With both plastic production and waste projected to escalate to unmanageable levels by 2050, scientists at UC Berkeley and UC Santa Barbara today launched a new AI-powered online tool that provides unprecedented insight into how the nations of the world can combine policies to end plastic pollution in the United Nations global plastics treaty, currently under negotiation.

In March 2022, more than 175 nations agreed to develop an international, legally-binding treaty to end plastic pollution. Sixty of these nations , from the United Arab Emirates to Palau, have committed to achieving this by 2040.

Researchers find that if no action is taken, annual plastic production will rise 22% between 2024 and 2050, and plastic pollution will jump 62% between 2024 and 2050.

By continuing with business as usual, the world would generate enough litter between 2010 and 2050 to cover the entire island of Manhattan with a 3.5-kilometer-tall heap of plastic - nearly 10 times the height of the Empire State Building.

With a strong UN plastics treaty that incorporates the right mix of nine plastic reduction policies, however, plastic pollution could be virtually eliminated in 2040 - with the generation of mismanaged waste reduced by 89% to a more manageable 10 million metric tons per year in 2040.

At the same time, the research finds that a business-as-usual scenario places the greatest burden of mismanaged plastic waste - which means it is littered or not properly disposed of, leading to polluted waterways and overflowing landfills - on less wealthy countries.

Without intervention, mismanaged waste in the Global South will be 4.8 times greater in 2050 than in NAFTA countries, the 30 countries in the European Union, and China combined in 2050. Such a future further exacerbates similar types of disproportionate environmental justice harms already created by climate change.

"The developing countries house much more of the world population than NAFTA and EU combined," said Dr. Nivedita Biyani, a researcher on global plastic modeling at the Benioff Ocean Science Laboratory at the University of California Santa Barbara. "If they start using plastics at the rates that NAFTA and EU are, we will be in much more trouble. That said, there is a way out of this mess. By including all the policies outlined, we can reach a near-zero mismanaged waste scenario. I hope world leaders in NAFTA and the EU will commit to a high-ambition treaty to help other countries leap-frog their way out of this!"

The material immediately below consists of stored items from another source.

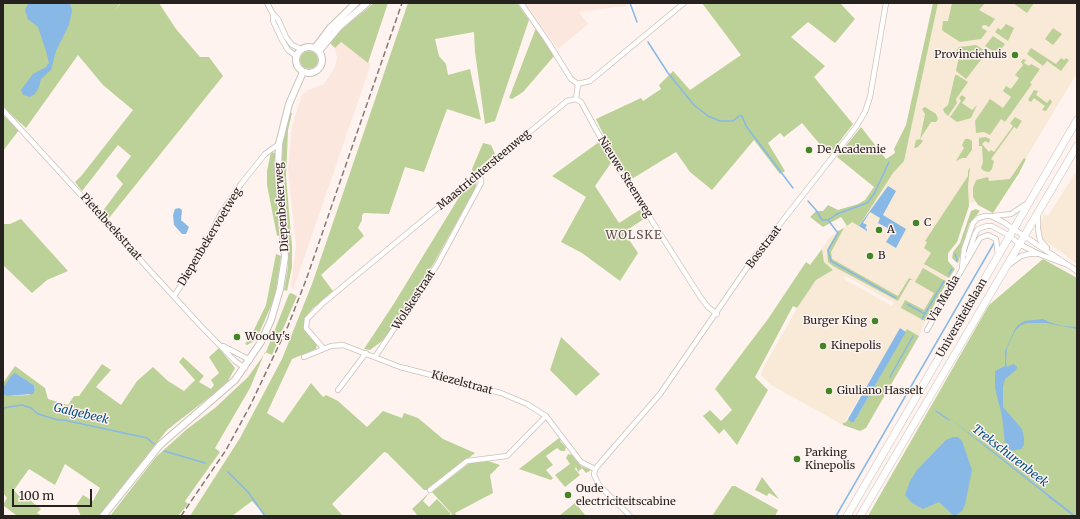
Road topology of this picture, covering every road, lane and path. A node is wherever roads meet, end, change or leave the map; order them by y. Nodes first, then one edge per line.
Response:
1 (267, 3) edge
2 (356, 3) edge
3 (367, 3) edge
4 (521, 3) edge
5 (684, 3) edge
6 (886, 3) edge
7 (273, 14) junction
8 (301, 49) junction
9 (317, 49) junction
10 (296, 56) junction
11 (303, 72) junction
12 (578, 84) junction
13 (576, 99) junction
14 (3, 110) edge
15 (1077, 120) edge
16 (280, 144) junction
17 (1077, 146) edge
18 (480, 174) junction
19 (1029, 202) junction
20 (1039, 211) junction
21 (991, 216) junction
22 (1012, 232) junction
23 (1024, 236) junction
24 (1019, 244) junction
25 (1049, 251) junction
26 (1039, 254) junction
27 (998, 257) junction
28 (1068, 265) junction
29 (963, 267) junction
30 (1004, 269) junction
31 (1077, 271) edge
32 (174, 296) junction
33 (717, 314) junction
34 (926, 330) dead end
35 (219, 344) junction
36 (323, 348) junction
37 (366, 353) junction
38 (304, 357) dead end
39 (375, 357) junction
40 (250, 360) junction
41 (245, 368) junction
42 (338, 390) dead end
43 (546, 416) junction
44 (595, 469) junction
45 (430, 490) dead end
46 (103, 516) edge
47 (630, 516) edge
48 (847, 516) edge
49 (860, 516) edge

1 - 7 street
2 - 9 main road
3 - 9 main road
4 - 12 street
5 - 12 street
6 - 33 street, Bosstraat
7 - 8 street
7 - 10 street
8 - 9 main road
8 - 10 main road
9 - 11 main road
10 - 11 main road
11 - 16 main road, Diepenbekerweg
12 - 13 street
13 - 18 street, Maastrichtersteenweg
13 - 33 street, Nieuwe Steenweg
14 - 32 street, Pietelbeekstraat
15 - 19 highway, Universiteitslaan
16 - 32 street, Diepenbekervoetweg
16 - 40 main road, Diepenbekerweg
17 - 20 highway, Universiteitslaan
18 - 36 street, Maastrichtersteenweg
18 - 39 street, Wolskestraat
19 - 21 street
19 - 22 highway, Universiteitslaan
20 - 23 highway, Universiteitslaan
20 - 25 street
21 - 22 street, Via Media
21 - 29 street, Via Media
22 - 23 street, Via Media
22 - 24 street, Via Media
22 - 27 highway, Universiteitslaan
22 - 29 street, Via Media
23 - 24 highway, Universiteitslaan
23 - 25 street, Via Media
24 - 26 street, Via Media
24 - 30 highway, Universiteitslaan
25 - 28 street, Via Media
26 - 28 street, Via Media
26 - 30 street
27 - 29 street, Via Media
27 - 48 highway, Universiteitslaan
28 - 31 street
29 - 34 street, Via Media
30 - 49 highway, Universiteitslaan
32 - 35 street, Pietelbeekstraat
33 - 44 street, Bosstraat
35 - 40 street, Pietelbeekstraat
35 - 41 street, Pietelbeekstraat
36 - 37 street
36 - 38 street
37 - 39 street
37 - 42 street
39 - 43 street, Kiezelstraat
40 - 41 main road, Diepenbekerweg
41 - 46 main road, Diepenbekerweg
43 - 44 street, Kiezelstraat
43 - 45 street
44 - 47 street

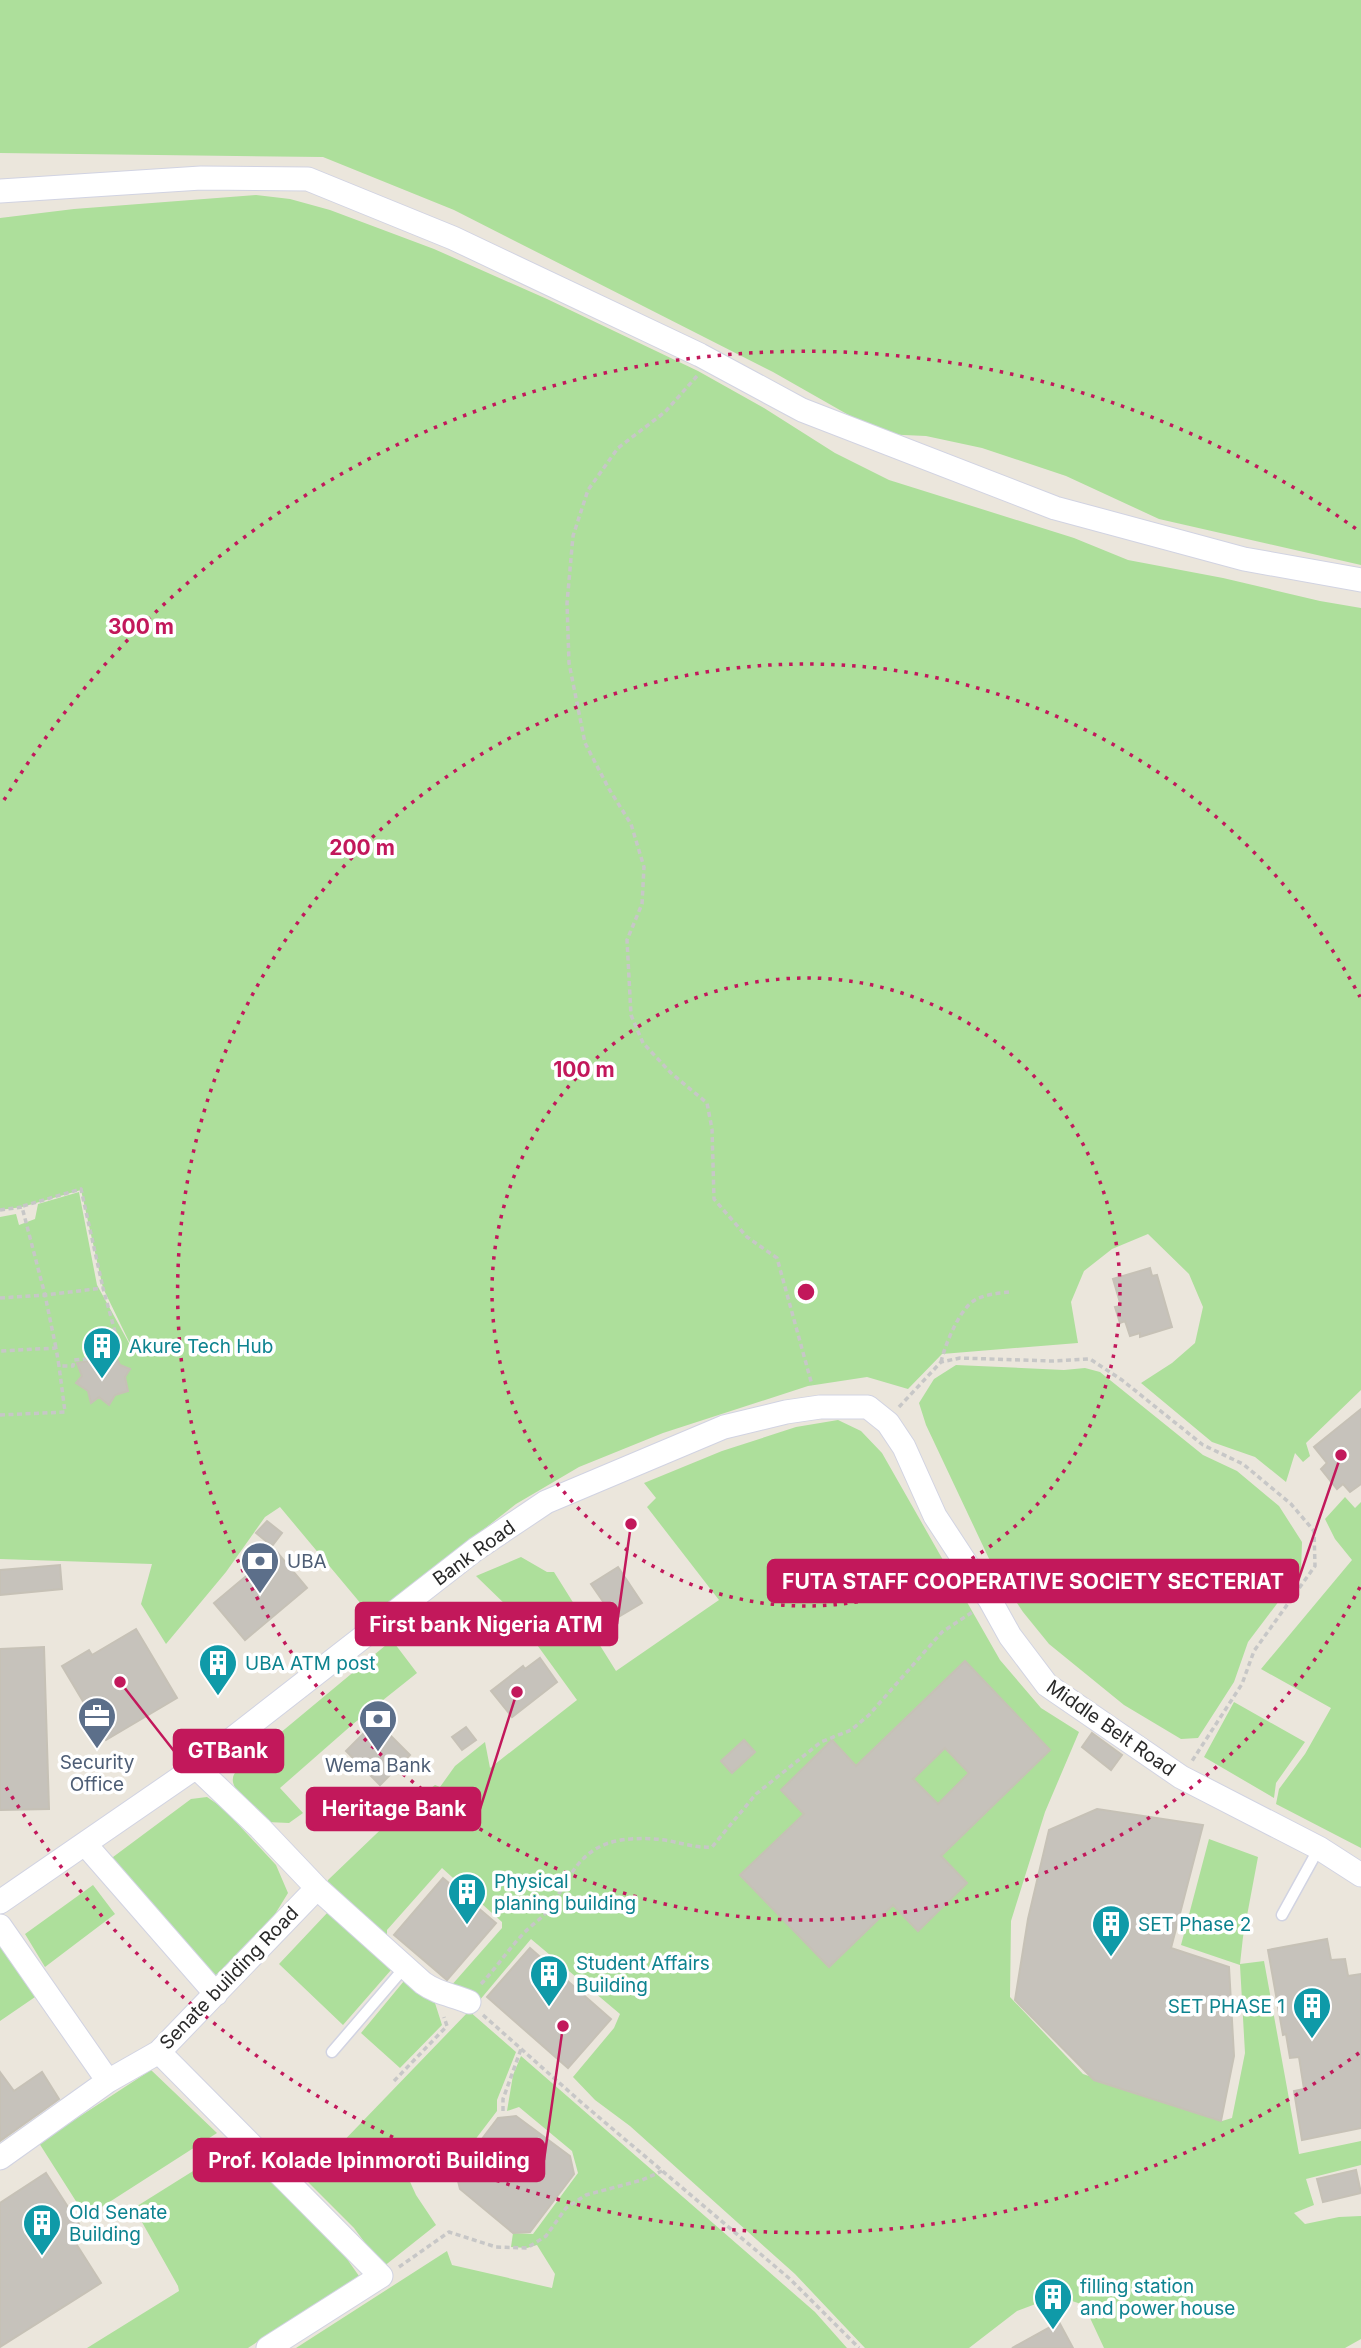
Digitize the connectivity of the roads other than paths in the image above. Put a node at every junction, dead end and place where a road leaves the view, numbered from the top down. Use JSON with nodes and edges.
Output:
{"nodes":[{"id":1,"x":0,"y":191,"type":"edge"},
{"id":2,"x":1361,"y":580,"type":"edge"},
{"id":3,"x":820,"y":1407,"type":"joint"},
{"id":4,"x":196,"y":1767,"type":"junction"},
{"id":5,"x":85,"y":1844,"type":"junction"},
{"id":6,"x":1319,"y":1848,"type":"junction"},
{"id":7,"x":1361,"y":1875,"type":"edge"},
{"id":8,"x":317,"y":1888,"type":"junction"},
{"id":9,"x":0,"y":1902,"type":"edge"},
{"id":10,"x":1282,"y":1915,"type":"dead end"},
{"id":11,"x":0,"y":1926,"type":"edge"},
{"id":12,"x":405,"y":1967,"type":"junction"},
{"id":13,"x":216,"y":1994,"type":"junction"},
{"id":14,"x":463,"y":2000,"type":"road end"},
{"id":15,"x":159,"y":2052,"type":"junction"},
{"id":16,"x":332,"y":2052,"type":"dead end"},
{"id":17,"x":108,"y":2081,"type":"junction"},
{"id":18,"x":0,"y":2158,"type":"edge"},
{"id":19,"x":268,"y":2348,"type":"edge"}],
"edges":[{"from":1,"to":2,"type":"street"},
{"from":3,"to":4,"type":"street","name":"Bank Road"},
{"from":3,"to":6,"type":"street","name":"Middle Belt Road"},
{"from":4,"to":5,"type":"street","name":"Bank Road"},
{"from":4,"to":8,"type":"street"},
{"from":5,"to":9,"type":"street","name":"Bank Road"},
{"from":5,"to":13,"type":"street","name":"Senate building Road"},
{"from":6,"to":7,"type":"street","name":"Middle Belt Road"},
{"from":6,"to":10,"type":"lane"},
{"from":8,"to":12,"type":"street"},
{"from":8,"to":13,"type":"street","name":"Senate building Road"},
{"from":11,"to":17,"type":"street"},
{"from":12,"to":14,"type":"street"},
{"from":12,"to":16,"type":"lane"},
{"from":13,"to":15,"type":"street","name":"Senate building Road"},
{"from":15,"to":17,"type":"street","name":"Senate building Road"},
{"from":15,"to":19,"type":"street"},
{"from":17,"to":18,"type":"street","name":"Senate building Road"}]}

The new tool and underlying analysis developed by a team of plastic researchers, data scientists, and AI researchers at the Benioff Ocean Science Laboratory , Bren School of Environmental Science Management at University of California Santa Barbara, and the Eric and Wendy Schmidt Center for Data Science Environment at the University of California Berkeley utilize machine learning to combine information about population growth and economic trends to forecast the future of plastic production, pollution, and trade. It projects the global and regional plastic pollution trends from 2010 to 2050, 10 years beyond the High Ambition Coalition's 2040 goal of ending plastic pollution.

This interactive model, which is being released as negotiators head to Nairobi, Kenya, for the first round of plastics treaty negotiations, reveals a host of policy insights that can help shape the UN treaty. "Finally solving the plastics crisis means a win for the environment, a win in our fight against climate change, and a healthier and more just future for all people," said Dr. Douglas McCauley, Professor UC Santa Barbara, Adjunct Professor UC Berkeley.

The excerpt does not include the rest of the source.